Edit I prefer not to give the actual covariance matrix but since people want to have an example, let's say we want to construct the Covariance matrix of a stochastic process called 'Brownian bridge'. It's structure is given by:

cov(Xs, Xt) = min{s,t} − st

for let's say s,t ∈ {1,...,100}. How would you build it?

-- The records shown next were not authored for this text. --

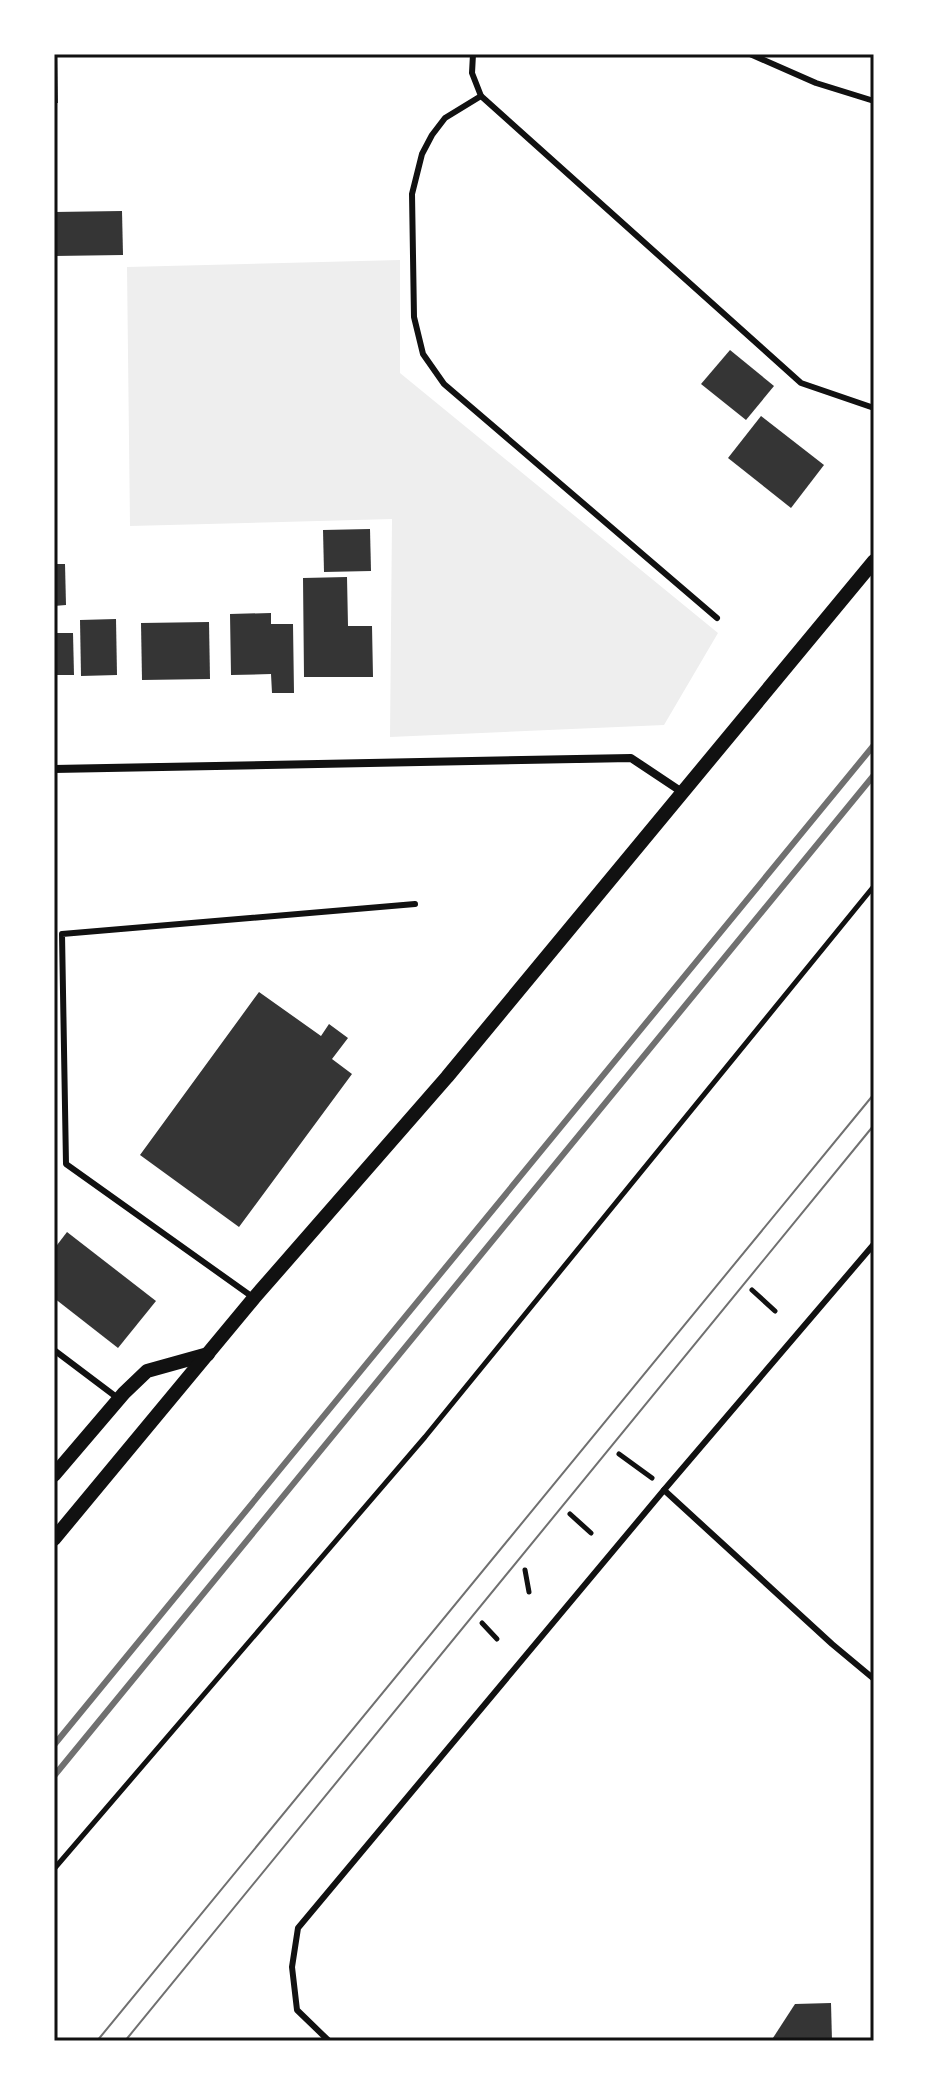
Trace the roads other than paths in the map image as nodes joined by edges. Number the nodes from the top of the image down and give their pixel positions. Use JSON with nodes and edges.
{"nodes":[{"id":1,"x":473,"y":54,"type":"edge"},
{"id":2,"x":750,"y":54,"type":"edge"},
{"id":3,"x":481,"y":96,"type":"junction"},
{"id":4,"x":874,"y":101,"type":"edge"},
{"id":5,"x":874,"y":408,"type":"edge"},
{"id":6,"x":874,"y":561,"type":"edge"},
{"id":7,"x":717,"y":618,"type":"dead end"},
{"id":8,"x":54,"y":769,"type":"edge"},
{"id":9,"x":682,"y":792,"type":"junction"},
{"id":10,"x":415,"y":904,"type":"dead end"},
{"id":11,"x":874,"y":1244,"type":"edge"},
{"id":12,"x":254,"y":1298,"type":"junction"},
{"id":13,"x":54,"y":1350,"type":"edge"},
{"id":14,"x":208,"y":1354,"type":"junction"},
{"id":15,"x":119,"y":1399,"type":"junction"},
{"id":16,"x":54,"y":1475,"type":"edge"},
{"id":17,"x":664,"y":1490,"type":"junction"},
{"id":18,"x":54,"y":1539,"type":"edge"},
{"id":19,"x":874,"y":1679,"type":"edge"},
{"id":20,"x":329,"y":2041,"type":"edge"}],
"edges":[{"from":1,"to":3,"type":"lane"},
{"from":2,"to":4,"type":"lane"},
{"from":3,"to":5,"type":"lane"},
{"from":3,"to":7,"type":"lane"},
{"from":6,"to":9,"type":"street"},
{"from":8,"to":9,"type":"street"},
{"from":9,"to":12,"type":"street"},
{"from":10,"to":12,"type":"lane"},
{"from":11,"to":17,"type":"lane"},
{"from":12,"to":14,"type":"street"},
{"from":13,"to":15,"type":"lane"},
{"from":14,"to":15,"type":"street"},
{"from":14,"to":18,"type":"street"},
{"from":15,"to":16,"type":"street"},
{"from":17,"to":19,"type":"lane"},
{"from":17,"to":20,"type":"lane"}]}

If you're learning python, jumping into this problem isn't the best idea. — Leb, Nov 05 '15 at 15:14
http://docs.scipy.org/doc/numpy/reference/generated/numpy.cov.html — Lee, Nov 05 '15 at 15:15
@atomh33ls: I don't have data to estimate the covariance from. I am given certain rules on how to construct the covariance matrix. If you are familiar with Gaussian processes, the covariance matrix of Brownian motion for example has entry (i,j) take the value min(i,j). I have rules in that vain. — Ben, Nov 05 '15 at 15:21
It would be very helpful (if not necessary) to explain the procedure for calculating your covariance matrix. It might be very possible to not iterate explicitly at all, which would be the best/fastest & most 'pythonic' way. — DilithiumMatrix, Nov 05 '15 at 15:42
@Leb - This is actually the perfect type of problem to jump into scientific python with, i.m.o. For people coming from Matlab, jumping directly into numpy, etc really is what you want. — Joe Kington, Nov 05 '15 at 16:14
In many ways you should think of learning numpy and learning Python as being quite different things, since numpy has its own distinct set of best practices. The trick to getting good performance is to use as little Python as possible. That means avoiding low-level Python constructs such as `for` loops and list comprehensions by using clever array indexing and vectorized operations instead. By doing that you are effectively doing your looping in C rather than Python. — ali_m, Nov 05 '15 at 16:15
It's hard to recommend anything specific in your case without a concrete example, but to give you a flavour you could looking at [how numpy computes covariance](https://github.com/numpy/numpy/blob/bf28b4432183126c21f0fa80852c335e9c1ed7c1/numpy/lib/function_base.py#L2284-L2291). — ali_m, Nov 05 '15 at 16:17
It is easy enough to compute the covariance matrix in a mathematically correct way just using raw Python -- but doing so both quickly and with minimal round-off error is harder. It makes more sense to use something like `numpy` or `pandas` so you don't find yourself reinventing the wheel -- especially if the wheel that you invent is almost guaranteed to be suboptimal. — John Coleman, Nov 05 '15 at 16:24
@ali_m I have edited my original post and included an example of the kind of problem I face. — Ben, Nov 05 '15 at 16:51

score 11 · Accepted Answer · edited Nov 08 '15 at 17:56

First off, for others who may come across this question in the future: If you did have data and were wanting to estimate a covariance matrix, as several people have noted, use np.cov or something similar.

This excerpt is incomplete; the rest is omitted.